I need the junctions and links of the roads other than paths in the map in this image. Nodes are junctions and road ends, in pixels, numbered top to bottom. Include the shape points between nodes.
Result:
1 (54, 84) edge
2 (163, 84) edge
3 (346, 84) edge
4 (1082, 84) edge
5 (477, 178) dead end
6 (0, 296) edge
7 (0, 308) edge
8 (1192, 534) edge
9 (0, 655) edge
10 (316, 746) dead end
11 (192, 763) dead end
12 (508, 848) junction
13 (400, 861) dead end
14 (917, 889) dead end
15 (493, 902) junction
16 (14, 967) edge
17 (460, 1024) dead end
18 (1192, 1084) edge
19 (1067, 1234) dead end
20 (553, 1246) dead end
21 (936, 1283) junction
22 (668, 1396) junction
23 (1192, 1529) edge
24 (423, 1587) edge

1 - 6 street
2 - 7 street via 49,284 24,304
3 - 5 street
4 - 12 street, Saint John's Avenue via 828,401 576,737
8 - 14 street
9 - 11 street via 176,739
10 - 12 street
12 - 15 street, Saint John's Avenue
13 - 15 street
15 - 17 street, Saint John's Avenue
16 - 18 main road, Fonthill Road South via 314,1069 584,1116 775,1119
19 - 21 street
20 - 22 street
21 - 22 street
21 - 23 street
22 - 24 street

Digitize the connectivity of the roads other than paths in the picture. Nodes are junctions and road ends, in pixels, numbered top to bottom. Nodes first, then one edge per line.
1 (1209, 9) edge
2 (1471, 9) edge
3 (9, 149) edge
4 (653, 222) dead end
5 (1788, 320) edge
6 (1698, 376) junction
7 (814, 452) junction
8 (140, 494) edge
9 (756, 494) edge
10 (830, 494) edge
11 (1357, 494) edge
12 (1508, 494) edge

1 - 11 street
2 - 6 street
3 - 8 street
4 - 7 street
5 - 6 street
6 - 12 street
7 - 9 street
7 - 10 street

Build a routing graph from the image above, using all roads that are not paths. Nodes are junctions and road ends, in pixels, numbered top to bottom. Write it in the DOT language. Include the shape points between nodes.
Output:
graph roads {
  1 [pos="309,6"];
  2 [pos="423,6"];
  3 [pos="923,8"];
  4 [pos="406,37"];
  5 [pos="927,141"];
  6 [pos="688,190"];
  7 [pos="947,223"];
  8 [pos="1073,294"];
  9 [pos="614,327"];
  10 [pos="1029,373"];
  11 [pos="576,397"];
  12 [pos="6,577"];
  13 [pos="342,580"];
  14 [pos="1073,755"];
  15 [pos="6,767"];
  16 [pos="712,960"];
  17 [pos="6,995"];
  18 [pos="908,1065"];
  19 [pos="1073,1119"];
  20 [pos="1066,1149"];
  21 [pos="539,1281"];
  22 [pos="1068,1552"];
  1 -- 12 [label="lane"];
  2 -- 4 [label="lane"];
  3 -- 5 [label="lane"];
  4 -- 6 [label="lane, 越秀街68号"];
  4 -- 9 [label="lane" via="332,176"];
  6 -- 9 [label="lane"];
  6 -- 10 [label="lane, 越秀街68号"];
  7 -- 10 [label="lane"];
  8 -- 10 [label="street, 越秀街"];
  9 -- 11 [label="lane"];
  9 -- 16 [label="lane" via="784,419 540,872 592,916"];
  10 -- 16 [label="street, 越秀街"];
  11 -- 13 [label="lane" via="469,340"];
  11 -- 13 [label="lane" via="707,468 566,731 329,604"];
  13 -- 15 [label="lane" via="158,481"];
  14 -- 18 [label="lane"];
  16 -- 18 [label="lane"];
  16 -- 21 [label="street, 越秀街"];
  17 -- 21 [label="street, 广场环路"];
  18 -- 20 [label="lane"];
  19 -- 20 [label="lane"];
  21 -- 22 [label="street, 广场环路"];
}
• • •
What needs to be done
Taking the line with "Digitize the connectivity" as the first and the line with "Build a routing" as the last, retype that stretch of the data above exactly, with no other lines.

Answer section
Digitize the connectivity of the roads other than paths in the picture. Nodes are junctions and road ends, in pixels, numbered top to bottom. Nodes first, then one edge per line.
1 (1209, 9) edge
2 (1471, 9) edge
3 (9, 149) edge
4 (653, 222) dead end
5 (1788, 320) edge
6 (1698, 376) junction
7 (814, 452) junction
8 (140, 494) edge
9 (756, 494) edge
10 (830, 494) edge
11 (1357, 494) edge
12 (1508, 494) edge

1 - 11 street
2 - 6 street
3 - 8 street
4 - 7 street
5 - 6 street
6 - 12 street
7 - 9 street
7 - 10 street

Build a routing graph from the image above, using all roads that are not paths. Nodes are junctions and road ends, in pixels, numbered top to bottom. Write it in the DOT language. Include the shape points between nodes.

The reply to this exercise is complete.